> [Items from a dataset]
************

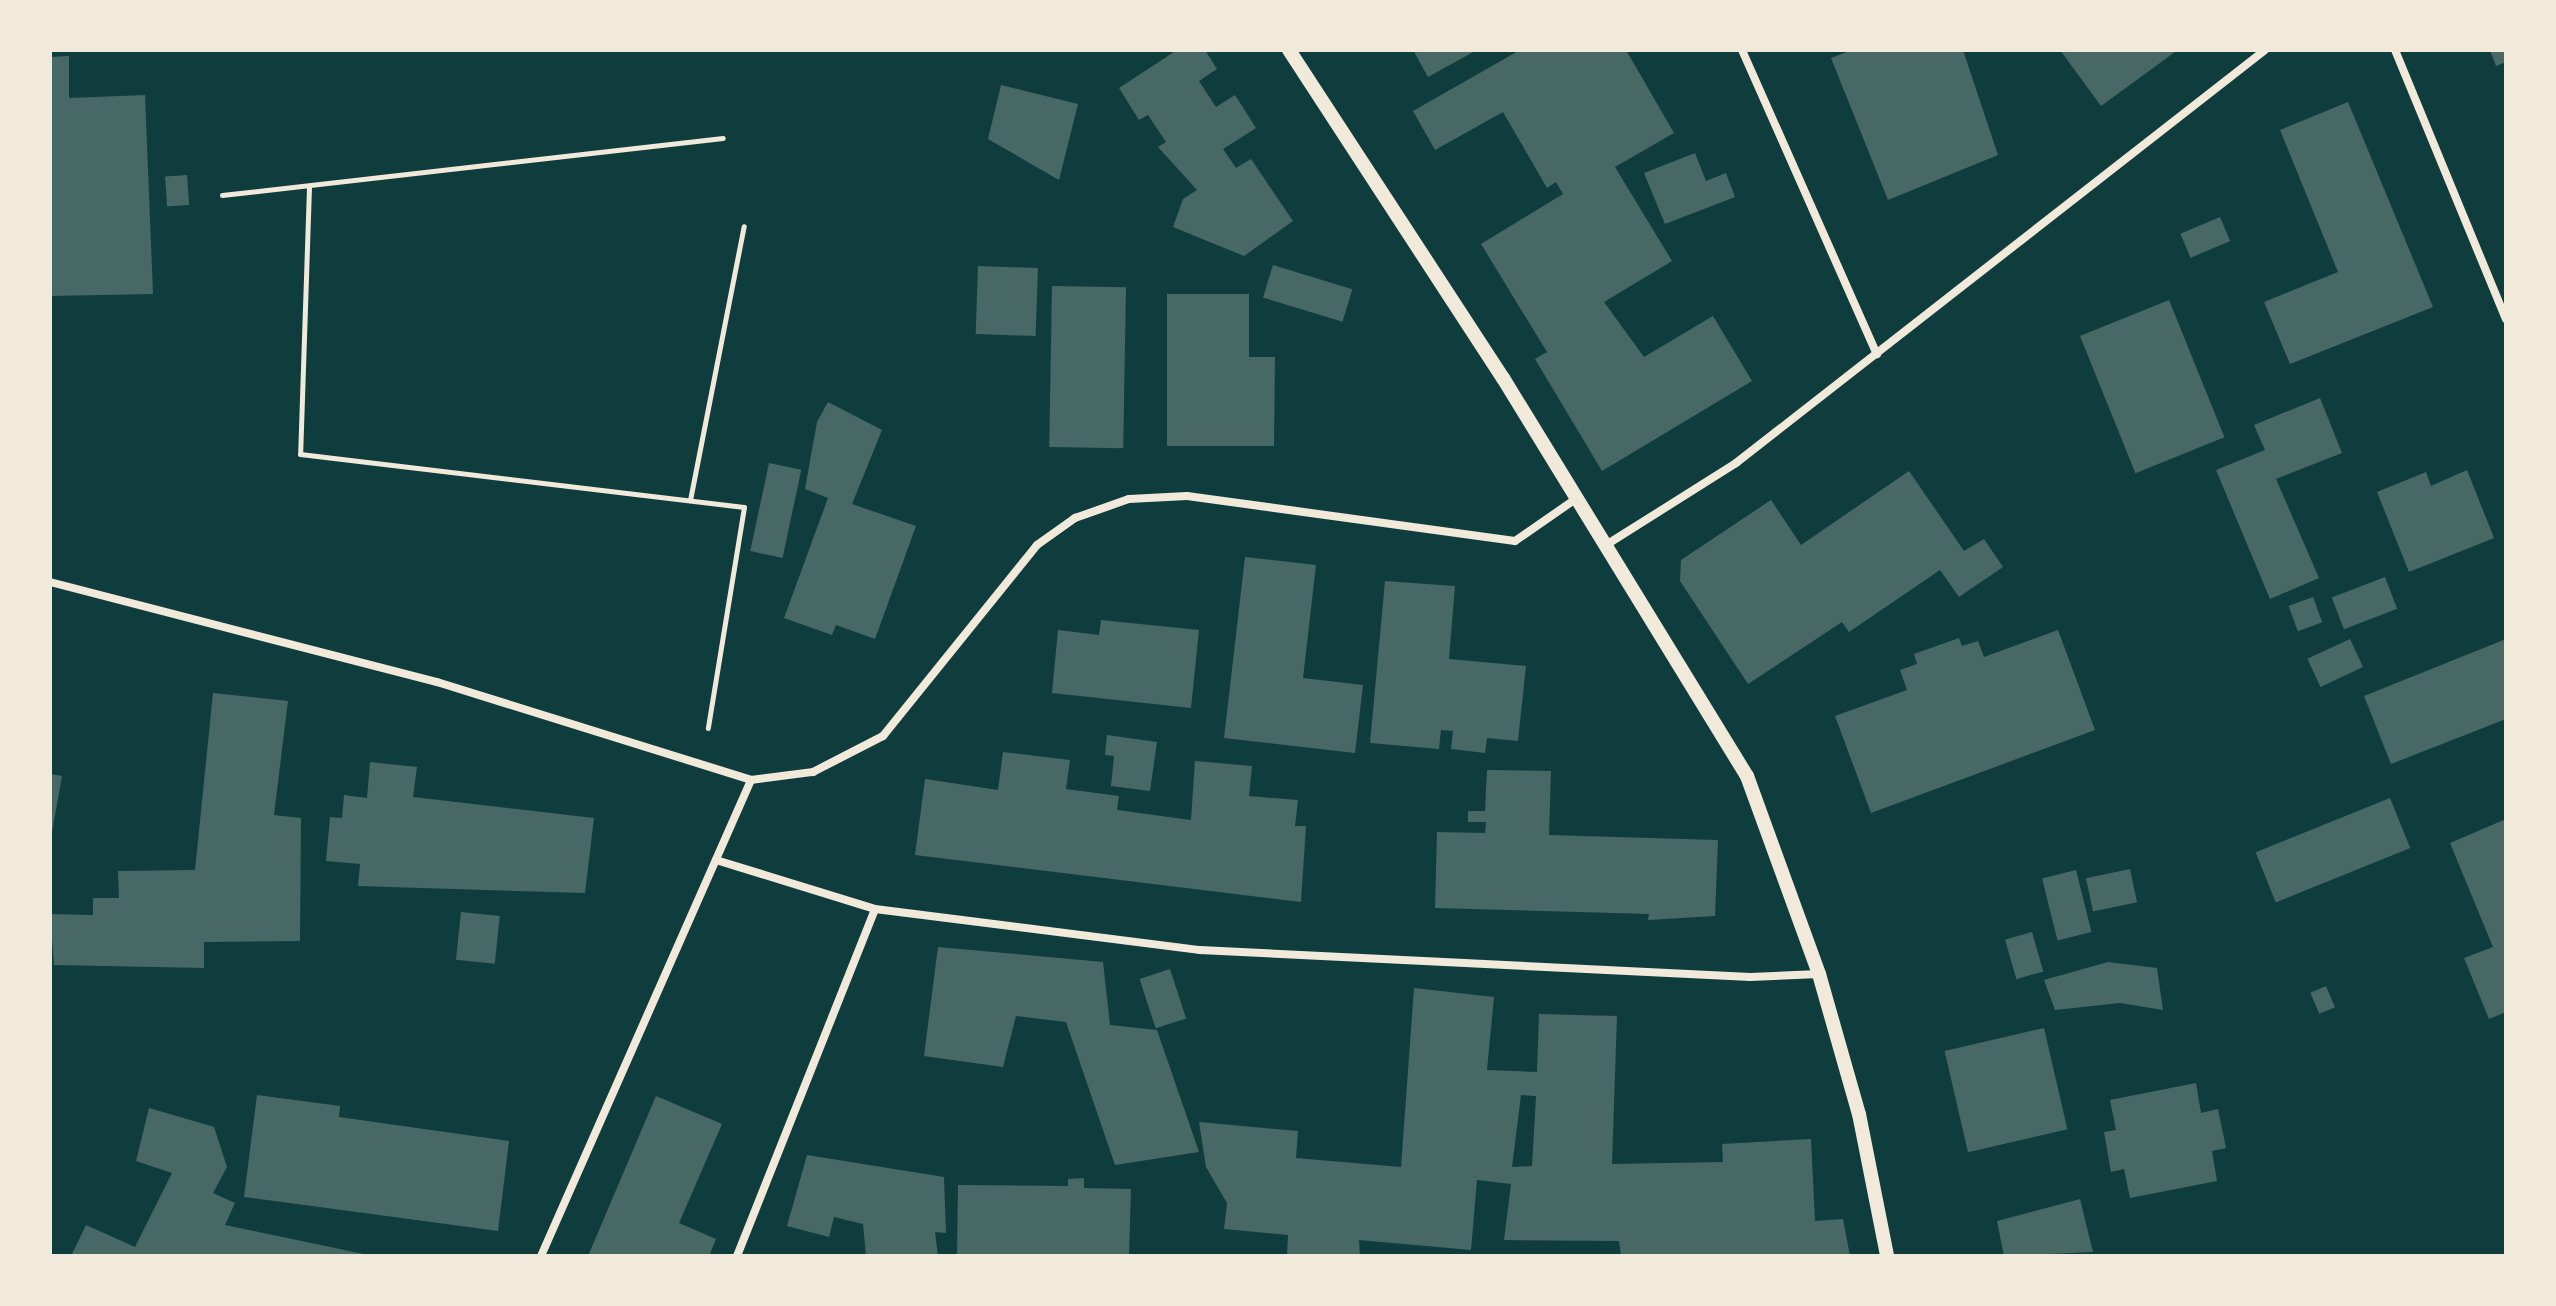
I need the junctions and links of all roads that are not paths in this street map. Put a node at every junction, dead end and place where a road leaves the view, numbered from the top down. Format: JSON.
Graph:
{"nodes":[{"id":1,"x":1289,"y":50,"type":"edge"},
{"id":2,"x":1742,"y":50,"type":"edge"},
{"id":3,"x":2265,"y":50,"type":"edge"},
{"id":4,"x":2395,"y":50,"type":"edge"},
{"id":5,"x":2506,"y":319,"type":"edge"},
{"id":6,"x":1877,"y":354,"type":"junction"},
{"id":7,"x":1577,"y":498,"type":"junction"},
{"id":8,"x":1606,"y":545,"type":"junction"},
{"id":9,"x":50,"y":582,"type":"edge"},
{"id":10,"x":751,"y":780,"type":"junction"},
{"id":11,"x":716,"y":860,"type":"junction"},
{"id":12,"x":875,"y":909,"type":"junction"},
{"id":13,"x":1819,"y":974,"type":"junction"},
{"id":14,"x":541,"y":1256,"type":"edge"},
{"id":15,"x":737,"y":1256,"type":"edge"},
{"id":16,"x":1887,"y":1256,"type":"edge"}],
"edges":[{"from":1,"to":7,"type":"street"},
{"from":2,"to":6,"type":"street"},
{"from":3,"to":6,"type":"street"},
{"from":4,"to":5,"type":"street"},
{"from":6,"to":8,"type":"street"},
{"from":7,"to":8,"type":"street"},
{"from":7,"to":10,"type":"street"},
{"from":8,"to":13,"type":"street"},
{"from":9,"to":10,"type":"street"},
{"from":10,"to":11,"type":"street"},
{"from":11,"to":12,"type":"street"},
{"from":11,"to":14,"type":"street"},
{"from":12,"to":13,"type":"street"},
{"from":12,"to":15,"type":"street"},
{"from":13,"to":16,"type":"street"}]}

************

> [What you need to do] The answer must consist of each line from the data that includes the string "junction".

> [Solved problem]
I need the junctions and links of all roads that are not paths in this street map. Put a node at every junction, dead end and place where a road leaves the view, numbered from the top down. Format: JSON.
{"id":6,"x":1877,"y":354,"type":"junction"},
{"id":7,"x":1577,"y":498,"type":"junction"},
{"id":8,"x":1606,"y":545,"type":"junction"},
{"id":10,"x":751,"y":780,"type":"junction"},
{"id":11,"x":716,"y":860,"type":"junction"},
{"id":12,"x":875,"y":909,"type":"junction"},
{"id":13,"x":1819,"y":974,"type":"junction"},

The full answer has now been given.